Hace poco oí y leí, de forma casual y con pocos días de
diferencia, la misma frase pronunciada por dos eminentes pensadores desde
posiciones distintas; pero además me sorprendió, dado el clásico enfrentamiento
entre ciencia y religión, la opinión expresada en función de la procedencia
académica de cada uno de ellos, fundamentalmente por parte del científico.
El primero fue el filósofo Fernando Savater, agnóstico en lo
que a religión respecta, que en el transcurso de una conferencia de la que ya
comentamos algo días pasados, afirmaba que nada hay que demuestre la existencia
de Dios, ni tampoco nada que demuestre su no existencia. En el mismo sentido se
manifestaba en una entrevista publicada en El País Werner Arber, protestante y
darwiniano, Nobel de medicina y Catedrático de Microbiología Molecular, “La
ciencia no puede probar que Dios existe, pero tampoco puede demostrar que no
existe…Dios no se puede personificar, pero veo que la ciencia tiene sus límites
y hay un poder divino en la naturaleza que no puedo explicar”.
De forma más
ecléctica y en una curiosa relación entre la formación y la estructura del universo
con la del cerebro, se manifestaba otro científico, en este caso David Jou,
profesor de Física de la Universidad Autónoma de Barcelona, en otra entrevista
en el diario ABC: “Los físicos tenemos la impresión de que lo sabemos casi todo
del Universo y no nos damos cuenta de que dentro de nosotros hay otro “universo”
mucho más complejo”, “Se puede interpretar el Universo como un gran ordenador
del que podría emerger un gran pensamiento que interaccionara con el que ha
surgido en su interior.

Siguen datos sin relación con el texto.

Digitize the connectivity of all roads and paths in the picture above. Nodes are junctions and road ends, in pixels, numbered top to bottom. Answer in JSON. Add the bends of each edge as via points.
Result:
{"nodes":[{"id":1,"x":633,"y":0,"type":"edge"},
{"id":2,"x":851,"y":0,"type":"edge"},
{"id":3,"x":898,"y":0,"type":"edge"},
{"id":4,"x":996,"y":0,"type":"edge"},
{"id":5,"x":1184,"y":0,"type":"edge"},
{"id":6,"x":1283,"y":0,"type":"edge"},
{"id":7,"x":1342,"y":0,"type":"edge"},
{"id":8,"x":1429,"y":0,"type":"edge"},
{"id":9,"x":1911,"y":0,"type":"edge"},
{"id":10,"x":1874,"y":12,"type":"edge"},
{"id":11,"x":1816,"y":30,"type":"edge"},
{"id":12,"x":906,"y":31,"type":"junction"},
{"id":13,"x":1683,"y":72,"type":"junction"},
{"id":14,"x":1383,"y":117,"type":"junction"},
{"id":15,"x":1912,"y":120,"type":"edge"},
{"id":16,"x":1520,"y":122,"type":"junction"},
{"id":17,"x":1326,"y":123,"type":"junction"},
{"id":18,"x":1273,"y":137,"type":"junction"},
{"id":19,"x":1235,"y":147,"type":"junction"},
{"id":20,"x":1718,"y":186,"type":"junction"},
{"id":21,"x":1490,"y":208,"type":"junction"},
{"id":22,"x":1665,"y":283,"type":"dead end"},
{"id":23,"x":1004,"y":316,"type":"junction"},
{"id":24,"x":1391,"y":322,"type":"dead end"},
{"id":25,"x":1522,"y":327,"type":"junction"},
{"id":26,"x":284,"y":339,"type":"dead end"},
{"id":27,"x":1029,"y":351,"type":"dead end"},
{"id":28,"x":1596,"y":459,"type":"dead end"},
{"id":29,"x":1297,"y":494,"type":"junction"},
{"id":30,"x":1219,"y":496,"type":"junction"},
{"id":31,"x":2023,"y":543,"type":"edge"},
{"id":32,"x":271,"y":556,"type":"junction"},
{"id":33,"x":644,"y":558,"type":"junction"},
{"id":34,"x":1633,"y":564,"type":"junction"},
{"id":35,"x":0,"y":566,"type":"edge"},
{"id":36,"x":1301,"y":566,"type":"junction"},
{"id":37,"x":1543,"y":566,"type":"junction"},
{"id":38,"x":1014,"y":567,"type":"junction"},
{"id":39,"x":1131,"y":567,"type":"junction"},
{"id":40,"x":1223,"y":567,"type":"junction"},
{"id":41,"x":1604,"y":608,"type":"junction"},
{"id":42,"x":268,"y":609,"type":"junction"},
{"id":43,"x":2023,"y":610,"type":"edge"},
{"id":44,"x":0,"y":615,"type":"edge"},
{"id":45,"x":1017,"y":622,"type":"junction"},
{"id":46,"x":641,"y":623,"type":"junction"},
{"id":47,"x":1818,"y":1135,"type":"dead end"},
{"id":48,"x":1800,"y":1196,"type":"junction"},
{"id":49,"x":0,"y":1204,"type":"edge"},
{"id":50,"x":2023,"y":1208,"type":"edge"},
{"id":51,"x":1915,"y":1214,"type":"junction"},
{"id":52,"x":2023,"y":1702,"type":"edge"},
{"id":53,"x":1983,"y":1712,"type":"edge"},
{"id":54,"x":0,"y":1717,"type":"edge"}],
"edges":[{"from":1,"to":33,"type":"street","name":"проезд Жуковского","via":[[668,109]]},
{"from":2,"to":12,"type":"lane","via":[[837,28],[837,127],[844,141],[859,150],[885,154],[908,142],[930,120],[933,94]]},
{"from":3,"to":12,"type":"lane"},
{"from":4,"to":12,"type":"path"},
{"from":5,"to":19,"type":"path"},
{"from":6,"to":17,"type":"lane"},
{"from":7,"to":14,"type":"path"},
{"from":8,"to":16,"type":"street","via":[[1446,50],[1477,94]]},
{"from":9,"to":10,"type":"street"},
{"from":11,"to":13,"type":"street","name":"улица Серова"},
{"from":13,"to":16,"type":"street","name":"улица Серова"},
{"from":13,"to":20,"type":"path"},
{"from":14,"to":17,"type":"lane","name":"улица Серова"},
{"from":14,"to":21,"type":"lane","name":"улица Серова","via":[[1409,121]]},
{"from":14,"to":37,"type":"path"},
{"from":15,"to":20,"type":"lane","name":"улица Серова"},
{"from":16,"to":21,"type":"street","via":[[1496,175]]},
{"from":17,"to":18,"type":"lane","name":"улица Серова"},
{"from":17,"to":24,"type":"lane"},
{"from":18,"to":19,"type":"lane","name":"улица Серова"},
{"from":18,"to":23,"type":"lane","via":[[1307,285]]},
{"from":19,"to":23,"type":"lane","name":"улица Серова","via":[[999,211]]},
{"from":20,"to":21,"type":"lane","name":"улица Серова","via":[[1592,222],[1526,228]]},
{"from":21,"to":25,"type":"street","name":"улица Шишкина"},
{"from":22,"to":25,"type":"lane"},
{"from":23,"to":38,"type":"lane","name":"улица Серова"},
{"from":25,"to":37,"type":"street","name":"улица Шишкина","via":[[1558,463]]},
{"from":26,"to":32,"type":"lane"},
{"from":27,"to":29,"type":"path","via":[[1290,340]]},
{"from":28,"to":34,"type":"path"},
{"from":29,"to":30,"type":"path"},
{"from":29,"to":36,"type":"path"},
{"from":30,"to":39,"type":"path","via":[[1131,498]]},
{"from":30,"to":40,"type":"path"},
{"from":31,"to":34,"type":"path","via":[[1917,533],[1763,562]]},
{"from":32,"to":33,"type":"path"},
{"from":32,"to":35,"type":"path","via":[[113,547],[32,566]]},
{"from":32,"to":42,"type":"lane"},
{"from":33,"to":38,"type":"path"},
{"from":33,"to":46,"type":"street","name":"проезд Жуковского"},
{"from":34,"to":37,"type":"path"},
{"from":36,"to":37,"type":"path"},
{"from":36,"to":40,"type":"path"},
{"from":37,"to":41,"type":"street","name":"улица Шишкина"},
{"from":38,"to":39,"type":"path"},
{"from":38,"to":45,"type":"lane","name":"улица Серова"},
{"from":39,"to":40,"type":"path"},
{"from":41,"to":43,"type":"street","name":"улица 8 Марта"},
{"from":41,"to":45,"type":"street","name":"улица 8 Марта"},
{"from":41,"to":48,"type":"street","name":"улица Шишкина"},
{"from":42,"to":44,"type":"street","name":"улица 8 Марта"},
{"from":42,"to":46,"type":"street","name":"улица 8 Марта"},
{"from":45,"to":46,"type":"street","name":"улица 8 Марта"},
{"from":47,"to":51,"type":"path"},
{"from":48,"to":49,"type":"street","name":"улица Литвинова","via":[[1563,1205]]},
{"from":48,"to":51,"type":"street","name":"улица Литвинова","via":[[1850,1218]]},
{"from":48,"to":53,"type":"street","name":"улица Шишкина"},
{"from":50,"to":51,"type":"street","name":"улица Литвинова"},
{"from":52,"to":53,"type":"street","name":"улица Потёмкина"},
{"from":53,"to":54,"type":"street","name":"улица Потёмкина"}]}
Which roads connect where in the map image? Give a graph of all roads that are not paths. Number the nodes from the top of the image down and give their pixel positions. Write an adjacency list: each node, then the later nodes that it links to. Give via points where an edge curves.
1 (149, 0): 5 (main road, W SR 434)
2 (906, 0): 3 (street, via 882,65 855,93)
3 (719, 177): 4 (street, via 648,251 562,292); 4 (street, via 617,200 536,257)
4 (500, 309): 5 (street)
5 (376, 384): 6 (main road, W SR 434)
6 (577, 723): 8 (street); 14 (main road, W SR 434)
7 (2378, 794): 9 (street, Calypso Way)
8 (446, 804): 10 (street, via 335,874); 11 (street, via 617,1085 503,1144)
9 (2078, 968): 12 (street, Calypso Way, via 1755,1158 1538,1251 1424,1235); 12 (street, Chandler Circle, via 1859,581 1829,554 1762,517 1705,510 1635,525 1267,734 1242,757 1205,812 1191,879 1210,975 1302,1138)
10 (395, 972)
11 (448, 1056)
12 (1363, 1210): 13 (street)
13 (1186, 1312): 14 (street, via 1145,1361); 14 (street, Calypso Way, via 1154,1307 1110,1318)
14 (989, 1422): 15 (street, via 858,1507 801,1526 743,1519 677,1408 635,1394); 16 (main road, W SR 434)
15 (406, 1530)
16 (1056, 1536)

Religiosamente, no habría problema en imaginar un
pensamiento que podría ser el Logos del Evangelio de San Juan”.
Lo interesante de todo esto es comprobar cómo, a estas
alturas del progreso científico y después de dos mil años de teología
cristiana, afortunadamente aún no hemos llegado a ningún tipo de límite en el
pensamiento, las puertas siguen abiertas.